28 December to 10 January 2015
After 17 days at sea we arrived at St Lucia on Sunday 28 December at 9:00 in the morning. After berthing the boat and a beer on board, we went to immigration and customs to check in. We had already pre-registered our arrival when we were in Gran Canaria using the Caribbean website which amazingly allows you to complete all the boat and crew details on line. This greatly speeds up immigration on entry (according to the website). It was the normal scrum as we went into immigration, queued up at the counter that was for crew who had registered on the website. However, while they may have a sophisticated website for preregistration, they do not have any ink for the printer so you have to join the other queue and complete all the details by hand.
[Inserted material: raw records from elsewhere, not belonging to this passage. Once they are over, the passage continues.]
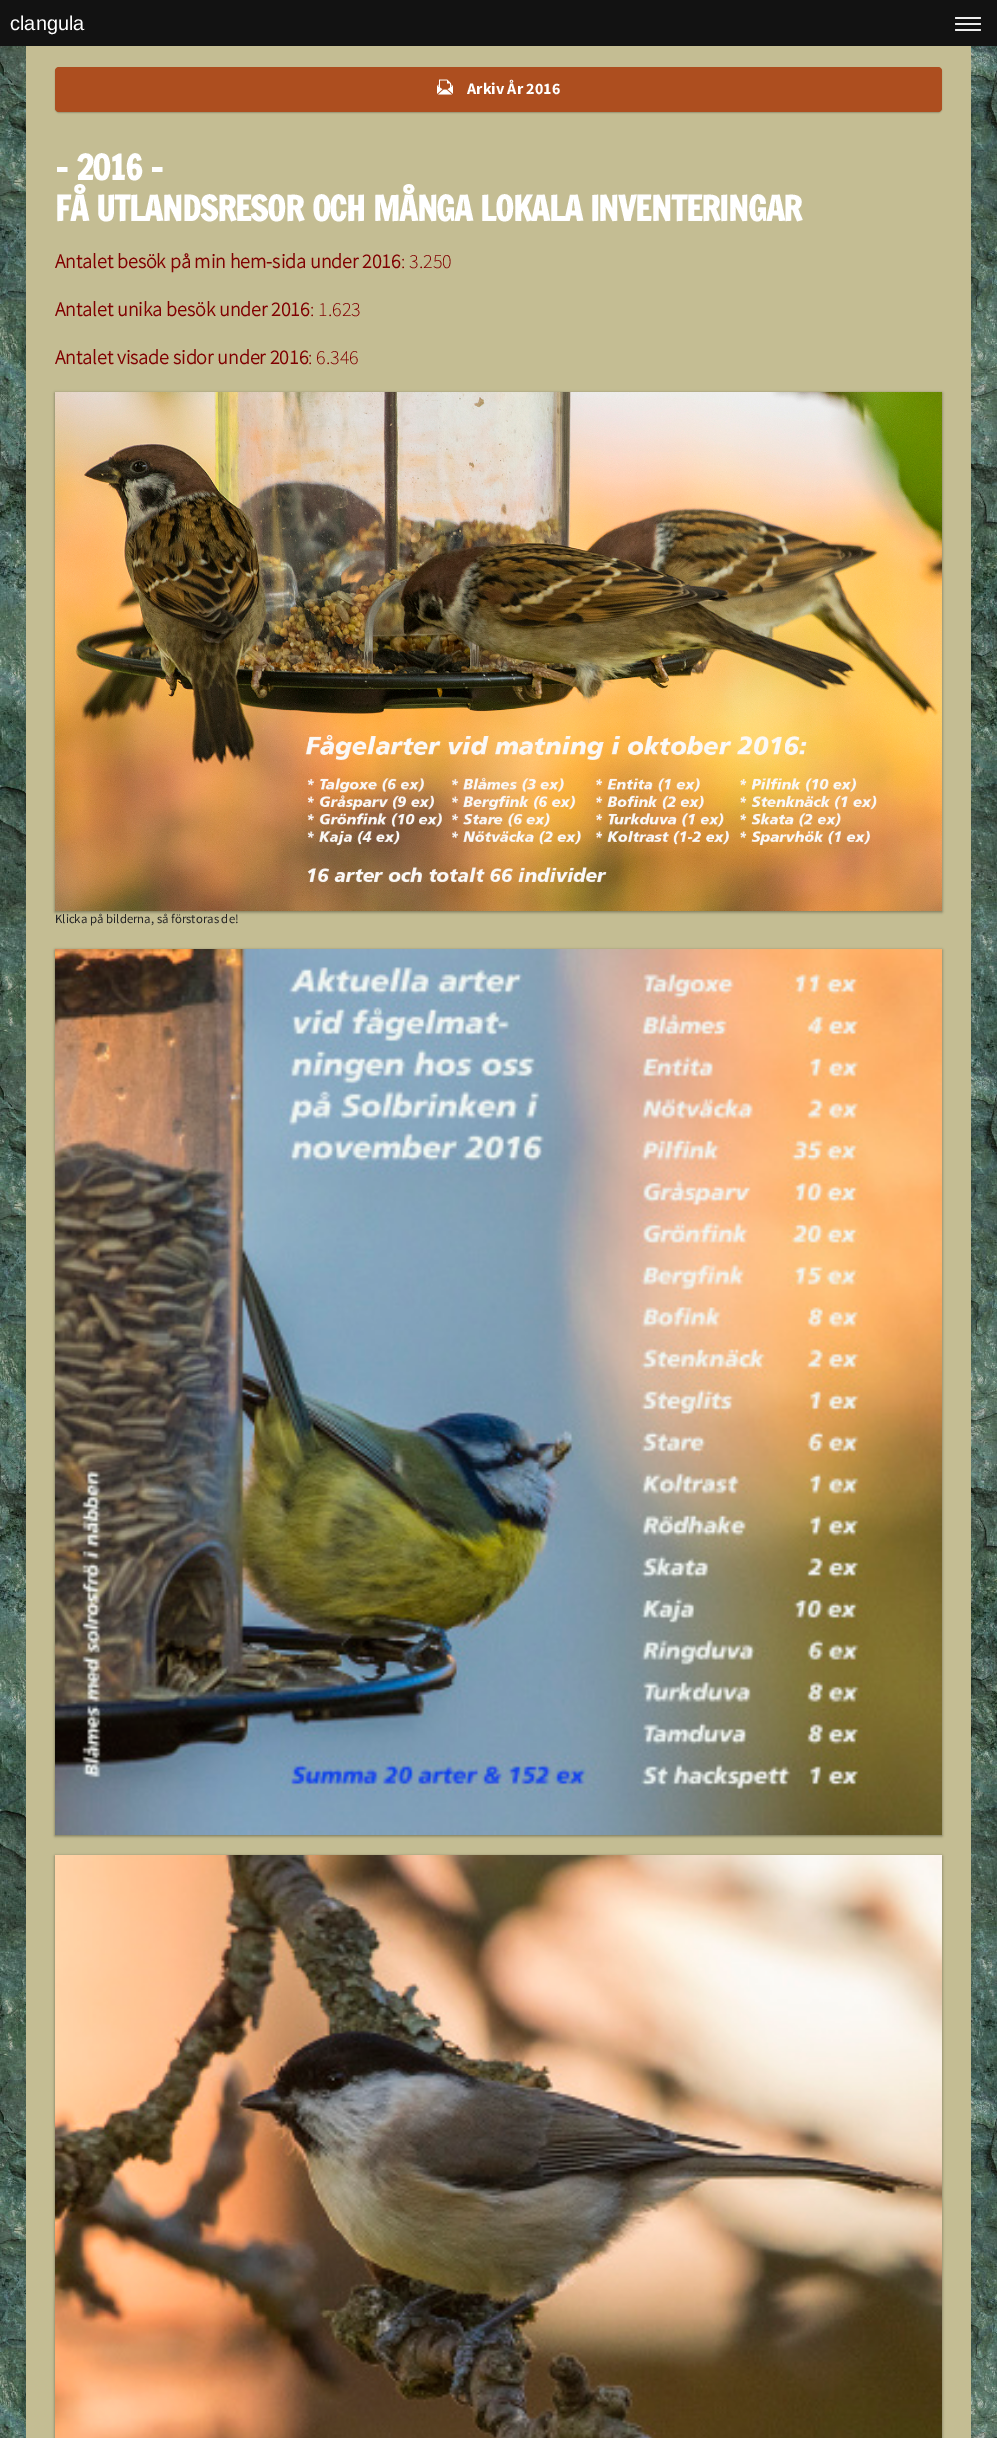 %!PS-Adobe-3.0
%%BoundingBox: 0 0 997 2438
%%LanguageLevel: 3
%%Pages: 1
%%EndComments
%%BeginProlog
/m { moveto } bind def
/f { fill } bind def
/fn { [ exch dup neg 0 0 3 -1 roll 0 0 ] selectfont } def
/tx { moveto show } def
/bx { rectfill } def
/al { dup .setfillconstantalpha .setstrokeconstantalpha } def
/rr { 5 dict begin { /r /h /w /y /x } { exch def } forall
  x r add y moveto x w add y 2 copy h add r arct x w add y h add x 1 index r arct
  x y h add x y r arct x y 2 copy exch w add exch r arct closepath end } def
/sh { 12 dict begin { /a /b /q /h /w /y /x } { exch def } forall gsave /was 0 def
  9 -2 -9 { dup b mul 4 div /e exch def 1 sub .425 mul 2.718 exch exp 1 add a .99 .min exch div /now exch def
    1 1 now sub 1 was sub div sub al /was now def
    w h .min e 2 mul add 0 gt { x e sub y e sub w e 2 mul add h e 2 mul add
      q e add b .6 mul add w h .min 2 div e add .min 0 .max rr fill } if } for grestore end } def
/im { 5 dict begin { /h /w /y /x /name } { exch def } forall
  gsave x y translate w h scale
  w h 8 [w 0 0 h 0 0] name (r) file false 3 colorimage grestore end } def
%%EndProlog
%%BeginSetup
<< /PageSize [997 2438] /PageUsesTransparency true >> setpagedevice
%%EndSetup
%%Page: 1 1
0 .pushpdf14devicefilter
0 2438 translate 1 -1 scale
4 setmiterlimit
1 setgray
0 0 997 2438 bx
(image0.raw) 0 46 997 2392 im
0.071 setgray
0 0 997 46 bx
/LiberationSans-Regular 20 fn
1 setgray
(clangula) 10 30 tx
0.933 setgray
955 17 26 2 1 rr f
955 23 26 2 1 rr f
955 29 26 2 1 rr f
0.769 0.741 0.576 setrgbcolor
26 46 945 2392 bx
0 setgray
56 69 885 43 3 1 0.6 sh
0.678 0.306 0.122 setrgbcolor
55 67 887 45 4 rr f
(image1.raw) 437 79 16 16 im
/SourceSansPro-Bold 16 fn
1 setgray
(Arkiv År 2016) 467 94 tx
/FrancoisOne-Bold 34 fn
55 180 m 1 0 32 -1 0 (- 2016 -) awidthshow
55 221 m 1 0 32 -1 0 (FÅ UTLANDSRESOR OCH MÅNGA LOKALA INVENTERINGAR) awidthshow
/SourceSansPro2-Bold 20 fn
0.502 0 0 setrgbcolor
(Antalet besök på min hem-sida under 2016) 55 268 tx
/SourceSansPro-Light 20 fn
(: 3.250) 401 268 tx
/SourceSansPro2-Bold 20 fn
(Antalet unika besök under 2016) 55 316 tx
/SourceSansPro-Light 20 fn
(: 1.623) 310 316 tx
/SourceSansPro2-Bold 20 fn
(Antalet visade sidor under 2016) 55 364 tx
/SourceSansPro-Light 20 fn
(: 6.346) 308 364 tx
0 setgray
55 393 887 519 0 1.5 0.4 sh
(image2.raw) 55 392 887 519 im
/SourceSansPro-Regular 12.75 fn
0.149 setgray
(Klicka på bilderna, så förstoras de!) 55 923 tx
0 setgray
55 950 887 886 0 1.5 0.4 sh
(image3.raw) 55 949 887 886 im
55 1856 887 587 0 1.5 0.4 sh
(image4.raw) 55 1855 887 583 im
.poppdf14devicefilter showpage
%%EOF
But only two hours later we were through the process, having visited 4 different people, completed forms in triplicate and we finally had our papers and passport stamp.
After lunch of hamburgers and beer (funny what you crave for after nearly three weeks at sea), we walked into the nearest town in the afternoon heat. Last time we did that because it is very hot at that time, there is an excellent and very cheap bus service or better still you can take your dinghy for a 5 minute ride directly into the town. But there again we did want to have a walk and it was only a couple of miles on hot dusty roads.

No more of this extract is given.